Beer, Brewing, Brewery

The history of Beer and Brewing

Beer has a very long history dating back till 10.000 BC. But it was not the alcohol that mattered but the nutrient value of dissolved grains that made it a healthy food – liquid bread so to say. As mentioned in the Post about Grasses and Grains, beer is one of the first beverages with the usage of biotechnology. Grains contain starch and that has to be converted into fermentable sugars by amylases. Chewing on the grains and spitting into a vat is still done nowadays in Africa or South America by natives.

I won’t tell too much about the beerbrewing process or the Reinheitsgebot. If you are inquiring you can read books or find the whole history an the Internet, watch videos on youtube and so on. There are very interesting stories about Porter and how it flooded the streets of London and IPA which was used for shipping from Great Britain to India in the 1900 Century or the Brewing History of German Cities with it’s big houses with high roofs for the storage of grain/malt and big doors for the big brewing coppers where nearly everyone was his own master brewer. But I can reveal a secret: beerbrewing and meadmaking was always in the hands of women because it belonged to housework and cooking and good beer was the embodiment of her womanly skills.
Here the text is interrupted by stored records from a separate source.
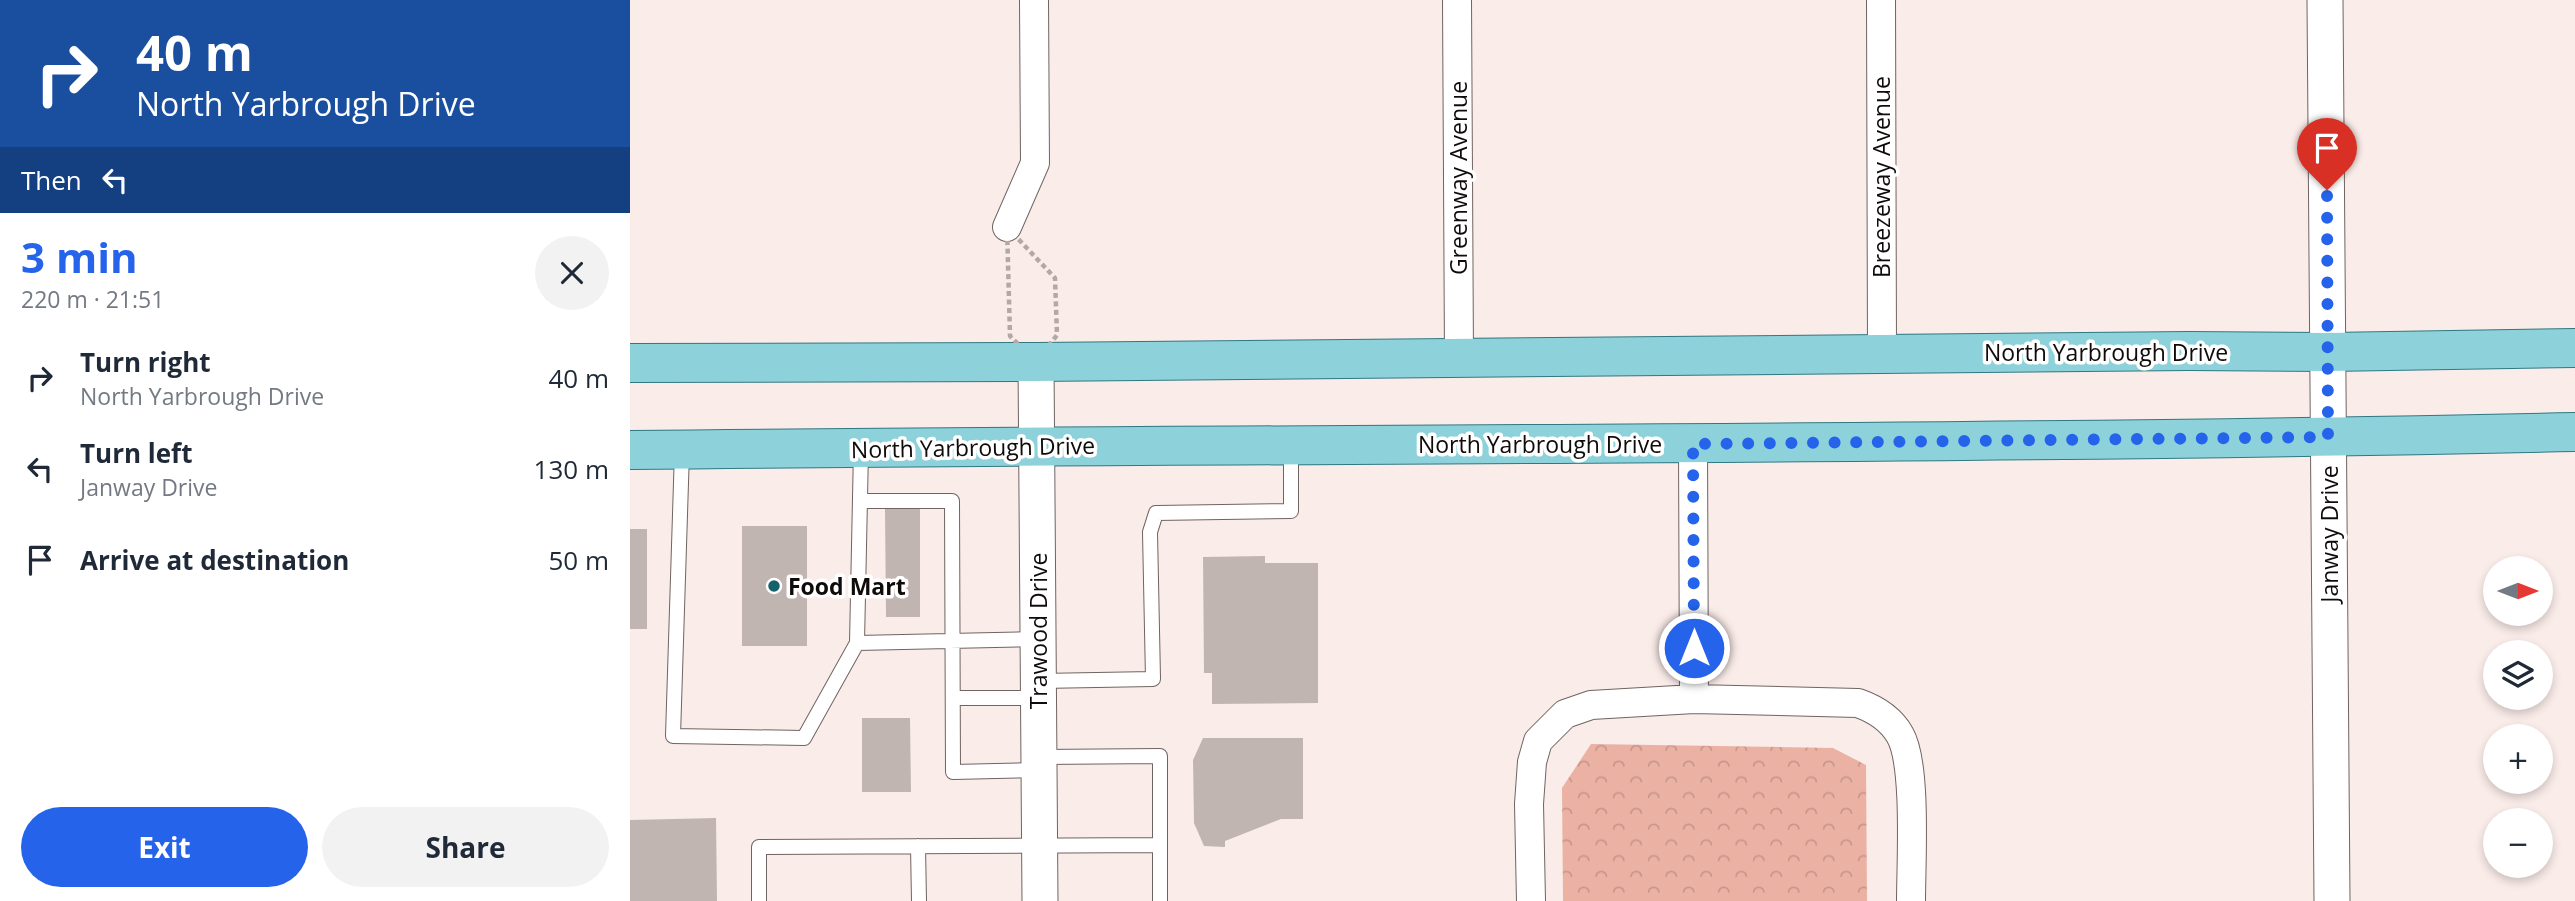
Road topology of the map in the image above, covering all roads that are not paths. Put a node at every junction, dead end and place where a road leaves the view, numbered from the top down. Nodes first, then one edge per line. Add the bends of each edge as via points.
1 (1034, 0) edge
2 (1457, 0) edge
3 (1881, 0) edge
4 (2325, 0) edge
5 (1007, 227) road end
6 (2575, 348) edge
7 (2329, 352) junction
8 (1882, 353) junction
9 (1459, 356) junction
10 (1036, 362) junction
11 (630, 363) edge
12 (2575, 432) edge
13 (2328, 437) junction
14 (1693, 444) junction
15 (1037, 445) junction
16 (1290, 445) junction
17 (861, 448) junction
18 (630, 450) edge
19 (682, 450) junction
20 (860, 500) junction
21 (1038, 639) junction
22 (953, 641) junction
23 (857, 643) junction
24 (1039, 690) junction
25 (953, 698) junction
26 (1694, 699) junction
27 (1039, 763) junction
28 (1039, 845) junction
29 (1160, 845) junction
30 (918, 846) junction
31 (759, 901) edge
32 (919, 901) edge
33 (1040, 901) edge
34 (1160, 901) edge
35 (1531, 901) edge
36 (1911, 901) edge
37 (2332, 901) edge

1 - 5 street via 1035,163
2 - 9 street, Greenway Avenue
3 - 8 street, Breezeway Avenue
4 - 7 street, Janway Drive
6 - 7 main road, North Yarbrough Drive
7 - 8 main road, North Yarbrough Drive
7 - 13 street, Janway Drive
8 - 9 main road, North Yarbrough Drive
9 - 10 main road, North Yarbrough Drive
10 - 11 main road, North Yarbrough Drive
10 - 15 street, Trawood Drive
12 - 13 main road, North Yarbrough Drive
13 - 14 main road, North Yarbrough Drive
13 - 37 street, Janway Drive
14 - 16 main road, North Yarbrough Drive
14 - 26 street
15 - 16 main road, North Yarbrough Drive
15 - 17 main road, North Yarbrough Drive
15 - 21 street, Trawood Drive
16 - 24 lane via 1291,510 1156,513 1150,532 1153,678
17 - 19 main road, North Yarbrough Drive
17 - 20 lane
18 - 19 main road, North Yarbrough Drive
19 - 23 lane via 673,736 804,738
20 - 22 lane via 952,500
20 - 23 lane
21 - 22 lane
21 - 24 street, Trawood Drive
22 - 23 lane
22 - 25 lane
24 - 25 lane
24 - 27 street, Trawood Drive
25 - 27 lane via 953,772
26 - 35 street via 1591,705 1564,714 1538,741 1530,804
26 - 36 street via 1858,703 1882,715 1900,735 1905,751
27 - 28 street, Trawood Drive
27 - 29 lane via 1160,756
28 - 29 lane
28 - 30 lane
28 - 33 street, Trawood Drive
29 - 34 lane
30 - 31 lane via 759,847
30 - 32 lane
To make it short beer is produced by yeast, water, different grains (malt) and hop. There are different styles from light to heavy, mild to bitter and pale to dark. So much infos to fill beer blogs and to blow this posting. If you are more interested and want to try it yourself, I recommend The Apartment Homebrewer. It’s another blog writing about Brewing and offers a whole list of further informations and links about this topic. But the advanced homebrewer will pobably find more infos on the various forum’s about brewing and chatting with others.
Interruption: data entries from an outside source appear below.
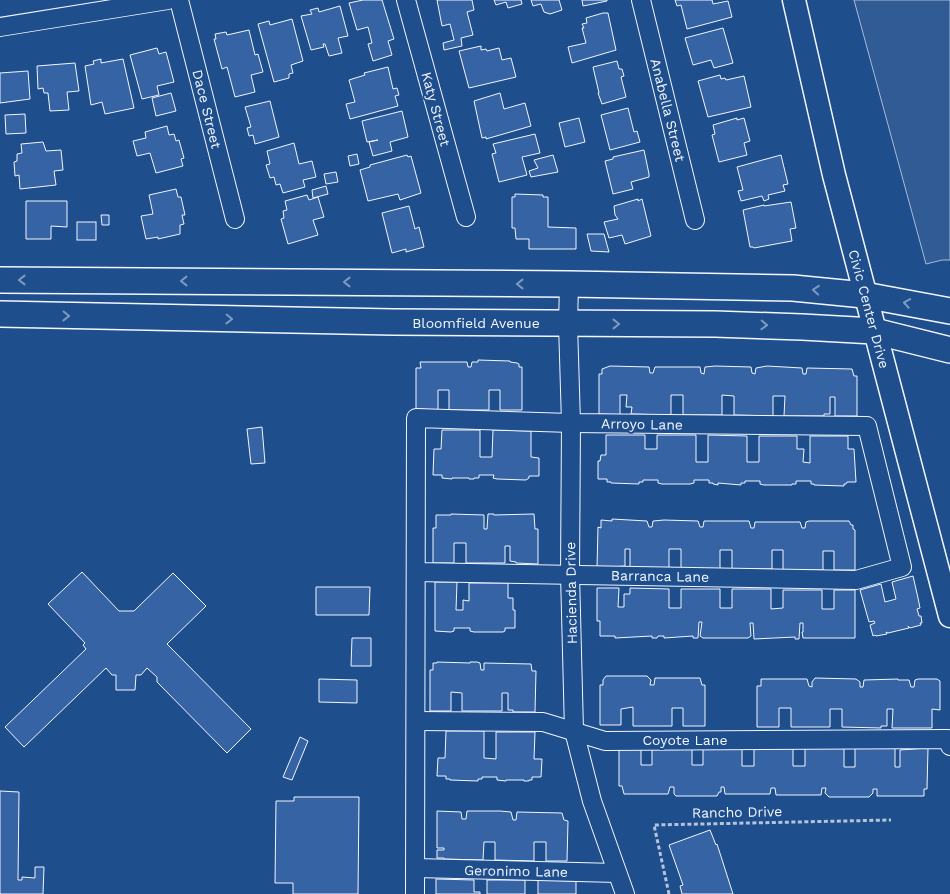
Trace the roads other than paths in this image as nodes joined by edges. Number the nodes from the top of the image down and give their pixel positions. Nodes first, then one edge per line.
1 (168, 0) edge
2 (179, 0) edge
3 (406, 0) edge
4 (641, 0) edge
5 (794, 0) edge
6 (0, 27) edge
7 (466, 217) dead end
8 (235, 219) dead end
9 (695, 220) dead end
10 (0, 280) edge
11 (396, 283) junction
12 (569, 284) junction
13 (864, 295) junction
14 (950, 311) edge
15 (0, 314) edge
16 (393, 322) junction
17 (568, 324) junction
18 (874, 331) junction
19 (950, 350) edge
20 (572, 424) junction
21 (902, 567) joint
22 (416, 572) junction
23 (570, 574) junction
24 (950, 616) edge
25 (416, 721) junction
26 (574, 731) junction
27 (950, 746) edge
28 (416, 868) junction
29 (617, 873) junction
30 (415, 894) edge
31 (625, 894) edge

1 - 6 street
2 - 8 street, Dace Street
3 - 7 street, Katy Street
4 - 9 street, Anabella Street
5 - 13 street, Civic Center Drive
11 -> 10 main road
12 -> 11 main road
11 - 16 main road
13 -> 12 main road
12 - 17 street, Hacienda Drive
14 -> 13 main road
13 - 18 street, Civic Center Drive
15 -> 16 main road, Bloomfield Avenue
16 - 17 main road, Bloomfield Avenue
17 -> 18 main road, Bloomfield Avenue
17 - 20 street, Hacienda Drive
18 - 19 main road, Bloomfield Avenue
18 - 24 street, Civic Center Drive
20 - 21 street, Arroyo Lane
20 - 22 street, Arroyo Lane
20 - 23 street, Hacienda Drive
21 - 23 street, Barranca Lane
22 - 23 street, Barranca Lane
22 - 25 street
23 - 26 street, Hacienda Drive
25 - 26 street, Coyote Lane
25 - 28 street
26 - 27 street, Coyote Lane
26 - 29 street, Hacienda Drive
28 - 29 street, Geronimo Lane
28 - 30 street
29 - 31 street, Hacienda Drive

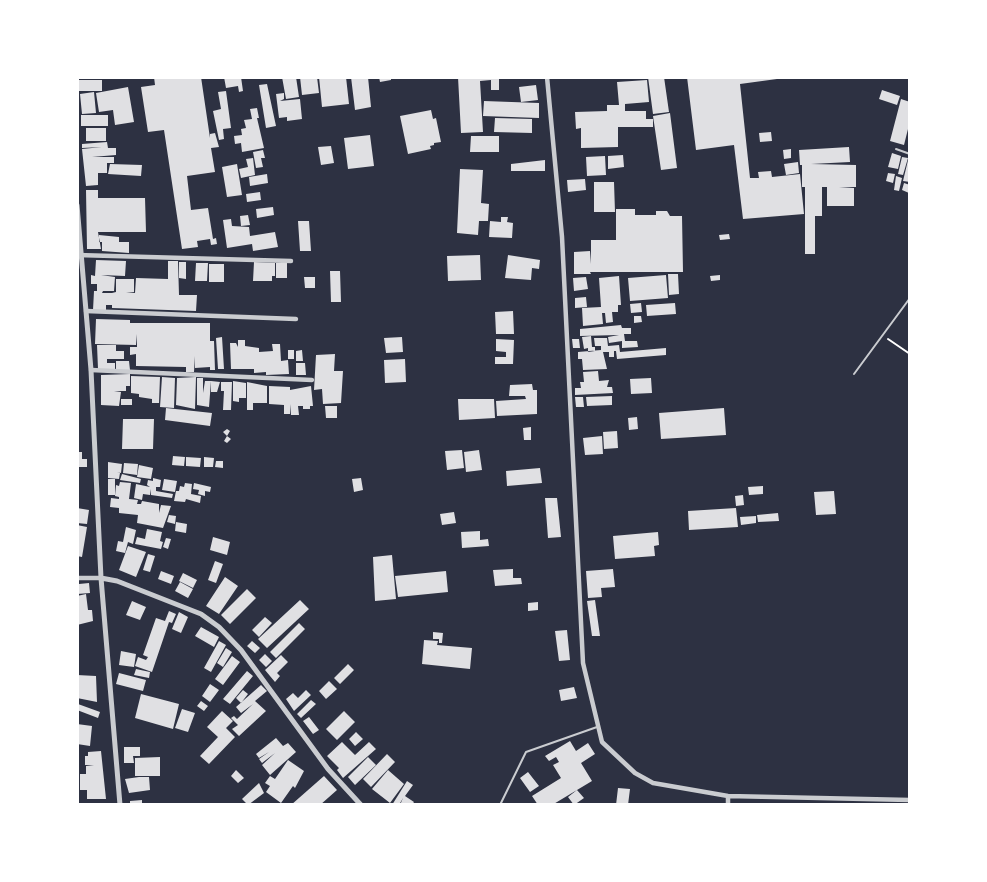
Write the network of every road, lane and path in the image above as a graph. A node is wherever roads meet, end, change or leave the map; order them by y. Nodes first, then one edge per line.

Beer was always the drink of the working class. It was massively consumed while the pyramids were built and outlasted the centuries. In the middle ages beer brewing was in the hands of monks. Later nearly every household in germany produced it’s own beer. Then big companies took over and produced interchangeable beers without USP – without uniqueness and flat taste.

Today small batch breweries and small businesses arise and produce craft beers. Handmade and in small quantities with very unique taste and flavour. They play with different malts and hops and create new beer styles. Which inspire companies to produce more unique beers too and some are bringing back old recipes from 1800-1900 and brew them again. Like the Wiener Lager from the Schwechater Brauerei.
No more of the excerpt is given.